● TASK DESCRIPTION
The job is to find each line of the records below that includes the word "every" and copy it.

------------------------

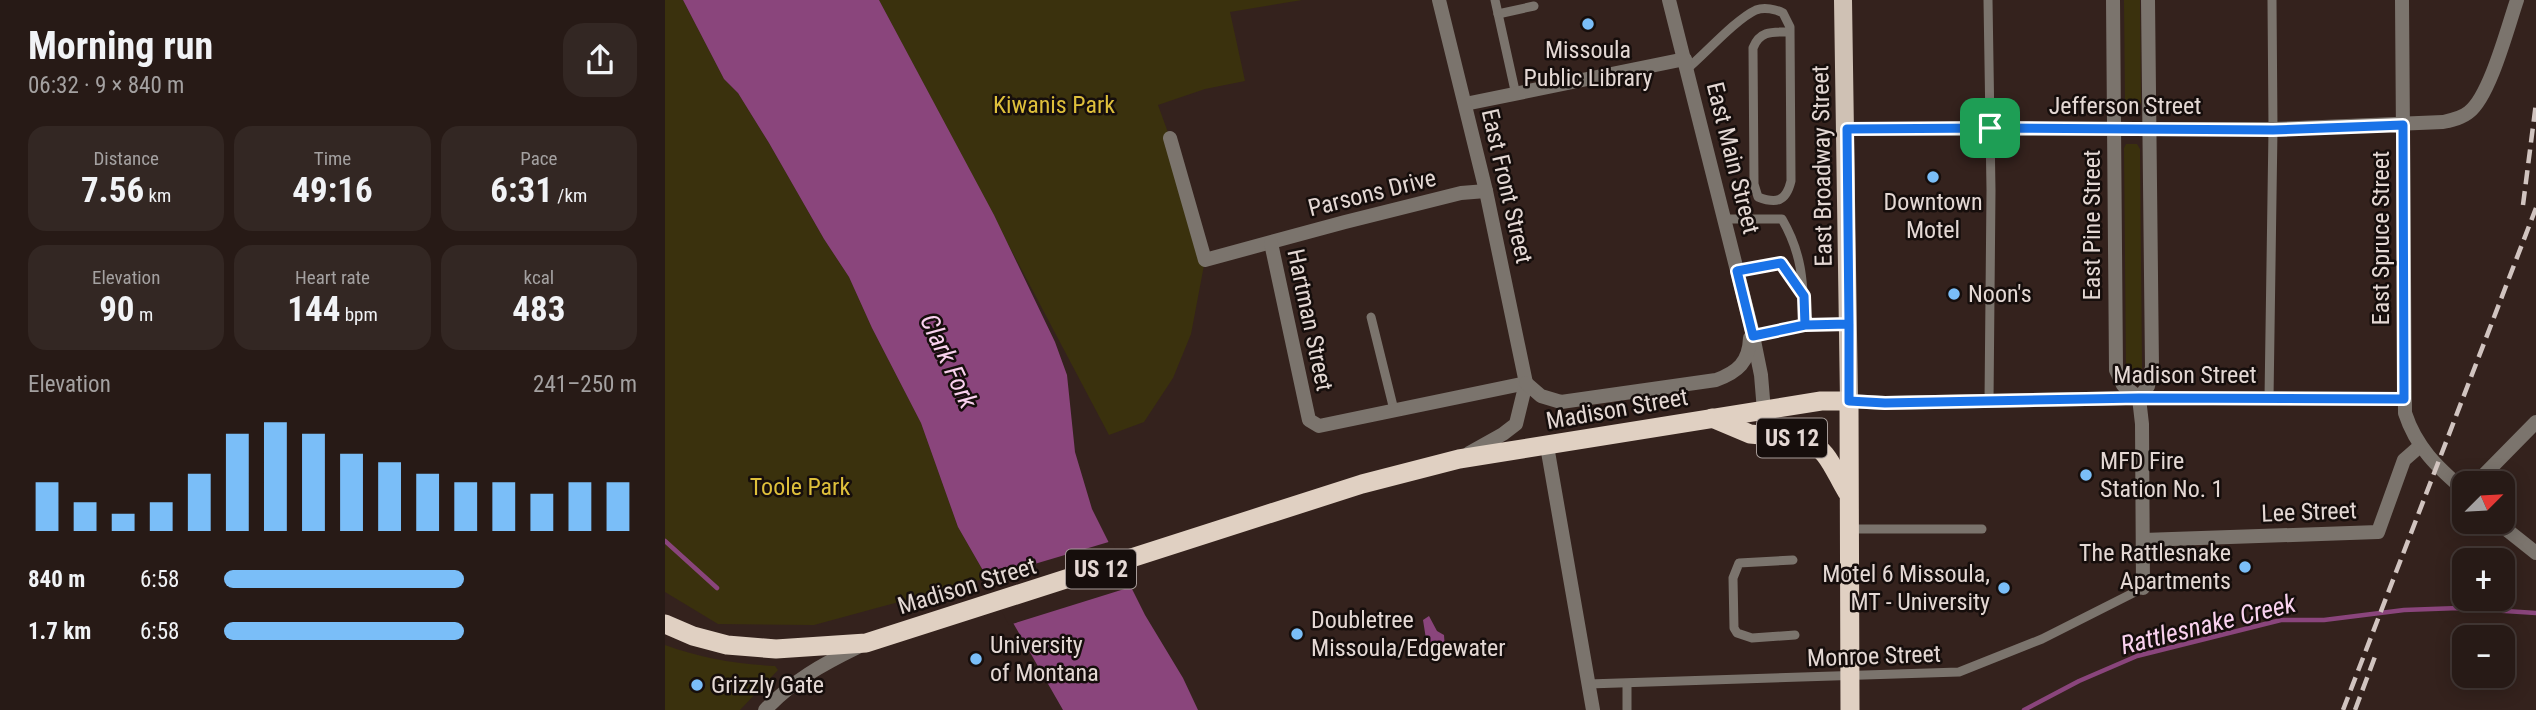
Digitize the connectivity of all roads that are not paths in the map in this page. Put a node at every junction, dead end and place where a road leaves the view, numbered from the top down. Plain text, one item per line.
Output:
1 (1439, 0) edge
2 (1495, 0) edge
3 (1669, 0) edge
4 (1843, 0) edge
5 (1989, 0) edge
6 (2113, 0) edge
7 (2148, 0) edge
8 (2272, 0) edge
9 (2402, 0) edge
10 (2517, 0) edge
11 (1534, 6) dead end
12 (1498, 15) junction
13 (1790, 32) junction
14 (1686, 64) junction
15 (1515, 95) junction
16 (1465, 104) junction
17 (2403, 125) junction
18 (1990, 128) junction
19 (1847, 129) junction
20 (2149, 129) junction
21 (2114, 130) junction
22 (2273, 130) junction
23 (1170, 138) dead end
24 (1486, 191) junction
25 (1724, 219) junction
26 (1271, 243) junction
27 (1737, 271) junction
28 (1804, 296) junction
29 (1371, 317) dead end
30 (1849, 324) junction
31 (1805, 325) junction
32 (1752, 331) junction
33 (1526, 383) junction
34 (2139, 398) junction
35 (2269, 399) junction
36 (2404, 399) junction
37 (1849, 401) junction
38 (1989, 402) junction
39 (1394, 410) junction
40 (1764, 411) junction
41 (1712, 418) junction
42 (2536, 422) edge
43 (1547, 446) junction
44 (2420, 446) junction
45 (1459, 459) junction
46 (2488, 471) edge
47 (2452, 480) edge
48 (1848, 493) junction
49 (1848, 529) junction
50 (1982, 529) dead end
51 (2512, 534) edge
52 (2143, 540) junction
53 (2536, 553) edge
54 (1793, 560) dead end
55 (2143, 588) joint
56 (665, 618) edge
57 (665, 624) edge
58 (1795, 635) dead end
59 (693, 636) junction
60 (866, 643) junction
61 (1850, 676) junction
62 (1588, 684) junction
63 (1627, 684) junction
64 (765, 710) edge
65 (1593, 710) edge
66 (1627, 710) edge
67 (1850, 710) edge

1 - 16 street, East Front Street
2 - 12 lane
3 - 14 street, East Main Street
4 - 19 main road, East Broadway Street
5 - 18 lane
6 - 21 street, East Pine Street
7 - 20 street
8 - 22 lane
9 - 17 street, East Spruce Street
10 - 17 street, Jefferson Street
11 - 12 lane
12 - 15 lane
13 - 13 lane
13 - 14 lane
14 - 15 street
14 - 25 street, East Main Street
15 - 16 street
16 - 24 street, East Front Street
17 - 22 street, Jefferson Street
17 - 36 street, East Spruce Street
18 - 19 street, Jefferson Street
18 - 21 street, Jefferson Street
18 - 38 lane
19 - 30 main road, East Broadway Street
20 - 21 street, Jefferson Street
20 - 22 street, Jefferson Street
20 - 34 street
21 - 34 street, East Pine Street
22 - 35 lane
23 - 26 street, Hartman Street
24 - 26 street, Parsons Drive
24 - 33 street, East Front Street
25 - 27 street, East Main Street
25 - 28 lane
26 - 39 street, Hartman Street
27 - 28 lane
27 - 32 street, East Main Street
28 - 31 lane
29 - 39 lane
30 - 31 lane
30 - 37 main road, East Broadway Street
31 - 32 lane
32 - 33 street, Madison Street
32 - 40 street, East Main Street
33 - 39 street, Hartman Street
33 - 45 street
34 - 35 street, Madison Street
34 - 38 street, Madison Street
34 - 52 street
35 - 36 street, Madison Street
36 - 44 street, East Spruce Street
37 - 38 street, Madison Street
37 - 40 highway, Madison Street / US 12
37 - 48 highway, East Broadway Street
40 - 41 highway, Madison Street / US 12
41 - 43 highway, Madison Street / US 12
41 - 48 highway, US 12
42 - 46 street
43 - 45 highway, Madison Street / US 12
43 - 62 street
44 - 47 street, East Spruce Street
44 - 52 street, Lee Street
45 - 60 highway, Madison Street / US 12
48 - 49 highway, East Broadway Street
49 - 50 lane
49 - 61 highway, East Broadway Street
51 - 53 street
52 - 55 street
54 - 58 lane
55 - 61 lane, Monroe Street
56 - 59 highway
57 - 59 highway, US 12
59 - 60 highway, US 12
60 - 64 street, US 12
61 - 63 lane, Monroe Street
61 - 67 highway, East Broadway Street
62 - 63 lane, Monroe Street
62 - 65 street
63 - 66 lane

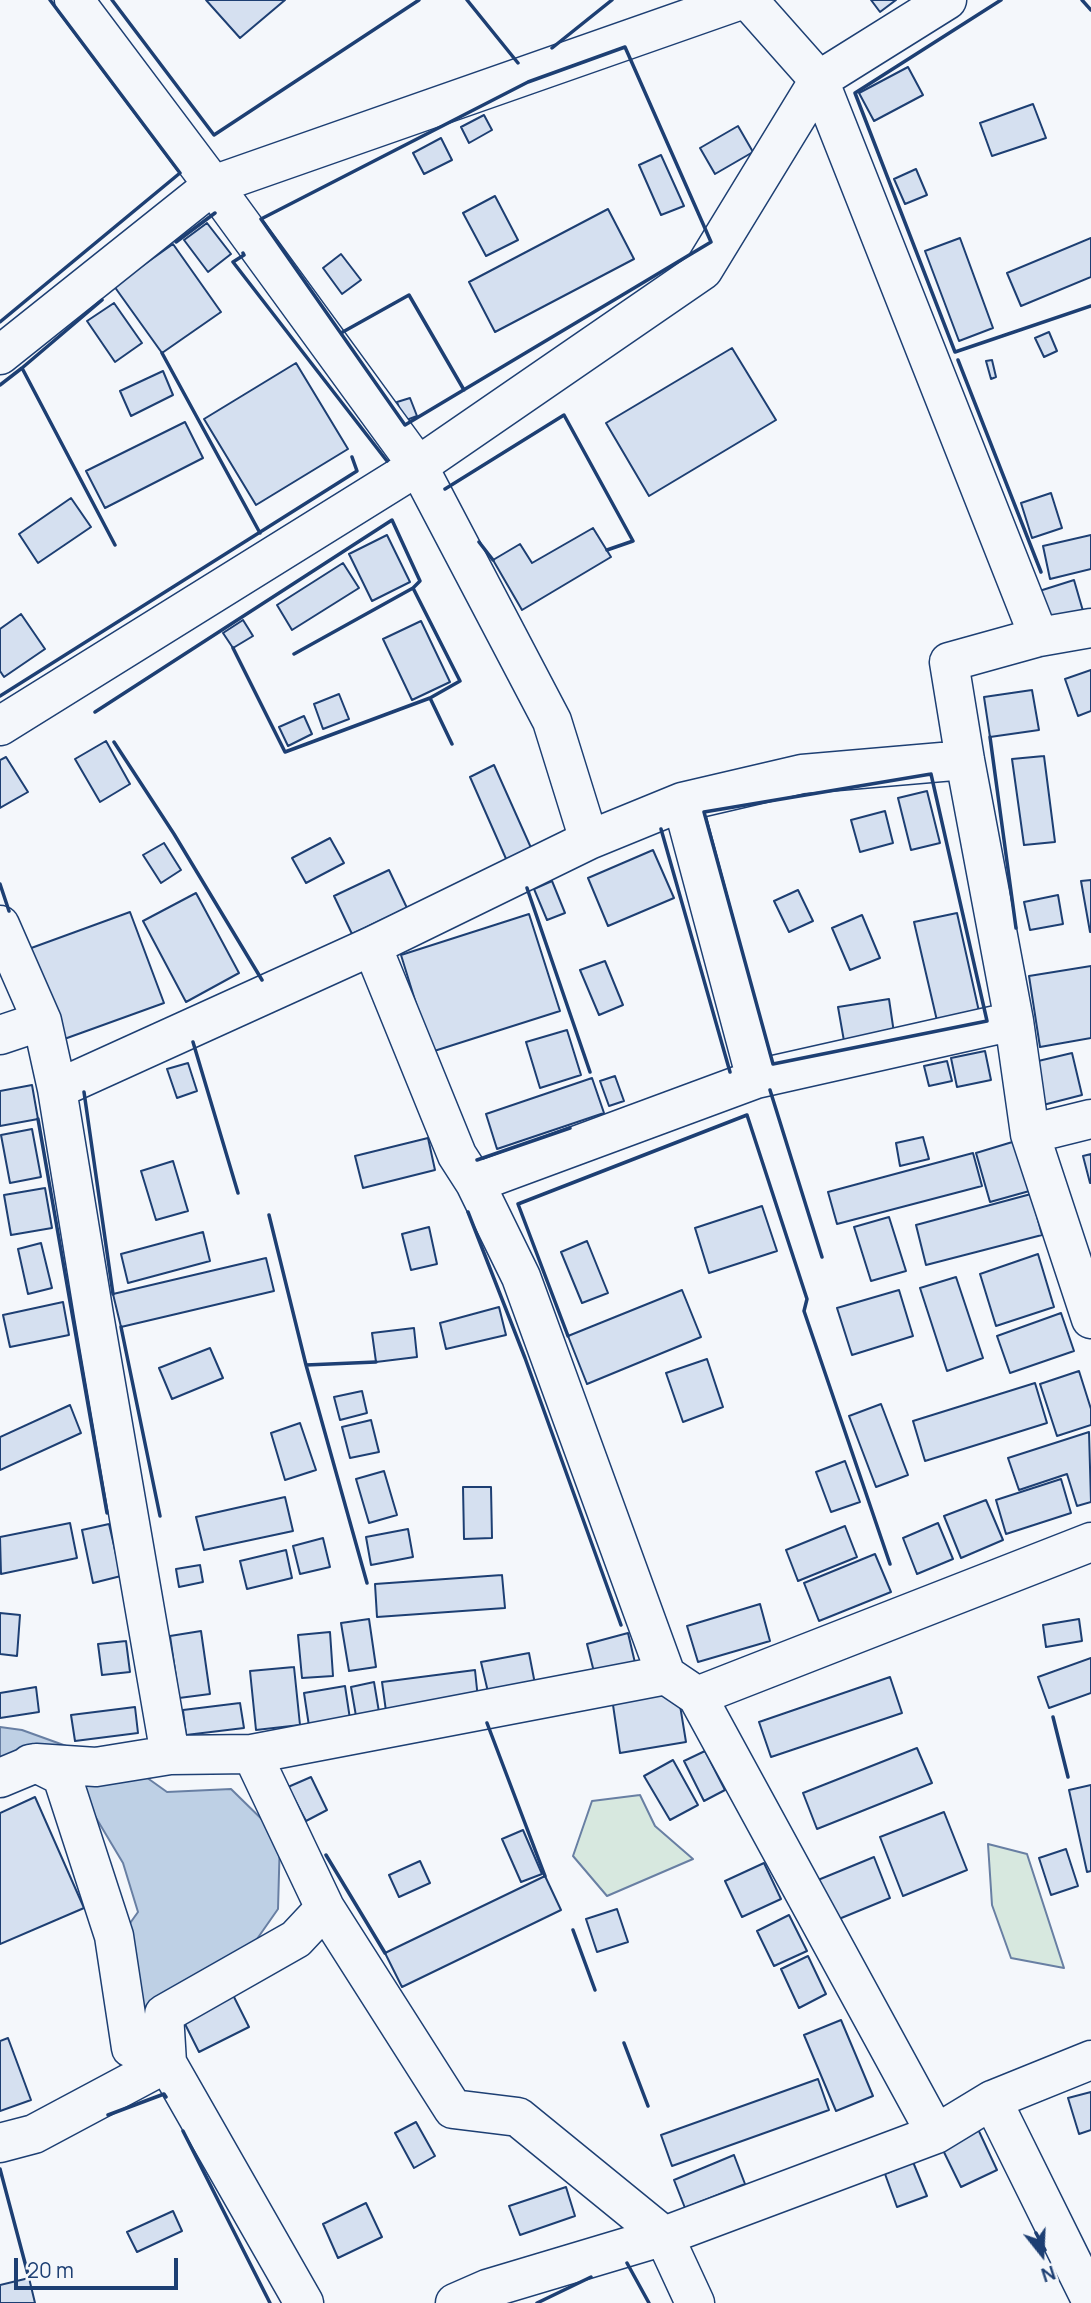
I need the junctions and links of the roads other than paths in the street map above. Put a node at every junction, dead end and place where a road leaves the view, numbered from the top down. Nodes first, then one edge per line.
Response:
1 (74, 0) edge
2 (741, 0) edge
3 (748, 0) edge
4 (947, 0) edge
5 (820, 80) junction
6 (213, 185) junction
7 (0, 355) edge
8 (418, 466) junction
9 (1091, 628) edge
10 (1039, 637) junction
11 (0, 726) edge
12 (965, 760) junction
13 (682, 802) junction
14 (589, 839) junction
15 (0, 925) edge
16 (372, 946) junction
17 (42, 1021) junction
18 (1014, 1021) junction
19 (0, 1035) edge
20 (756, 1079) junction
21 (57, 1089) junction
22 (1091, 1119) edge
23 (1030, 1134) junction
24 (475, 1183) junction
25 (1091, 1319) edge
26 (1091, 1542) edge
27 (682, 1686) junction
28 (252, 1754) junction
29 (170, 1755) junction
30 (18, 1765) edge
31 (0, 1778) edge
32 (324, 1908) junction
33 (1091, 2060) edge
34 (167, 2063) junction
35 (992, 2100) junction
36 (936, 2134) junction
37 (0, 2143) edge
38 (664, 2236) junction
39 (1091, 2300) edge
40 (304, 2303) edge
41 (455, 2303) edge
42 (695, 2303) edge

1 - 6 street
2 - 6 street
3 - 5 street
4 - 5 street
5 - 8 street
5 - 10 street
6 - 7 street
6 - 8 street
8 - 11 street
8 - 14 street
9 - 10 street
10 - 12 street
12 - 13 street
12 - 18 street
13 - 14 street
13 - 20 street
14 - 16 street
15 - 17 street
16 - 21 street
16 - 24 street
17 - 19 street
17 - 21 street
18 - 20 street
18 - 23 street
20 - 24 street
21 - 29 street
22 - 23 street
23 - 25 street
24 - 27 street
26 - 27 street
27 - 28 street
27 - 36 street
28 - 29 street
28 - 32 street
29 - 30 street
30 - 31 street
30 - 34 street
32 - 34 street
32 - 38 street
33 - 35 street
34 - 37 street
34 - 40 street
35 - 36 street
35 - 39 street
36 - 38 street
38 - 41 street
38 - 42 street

------------------------

● PROBLEM SOLUTION
Digitize the connectivity of all roads that are not paths in the map in this page. Put a node at every junction, dead end and place where a road leaves the view, numbered from the top down. Plain text, one item per line.
I need the junctions and links of the roads other than paths in the street map above. Put a node at every junction, dead end and place where a road leaves the view, numbered from the top down. Nodes first, then one edge per line.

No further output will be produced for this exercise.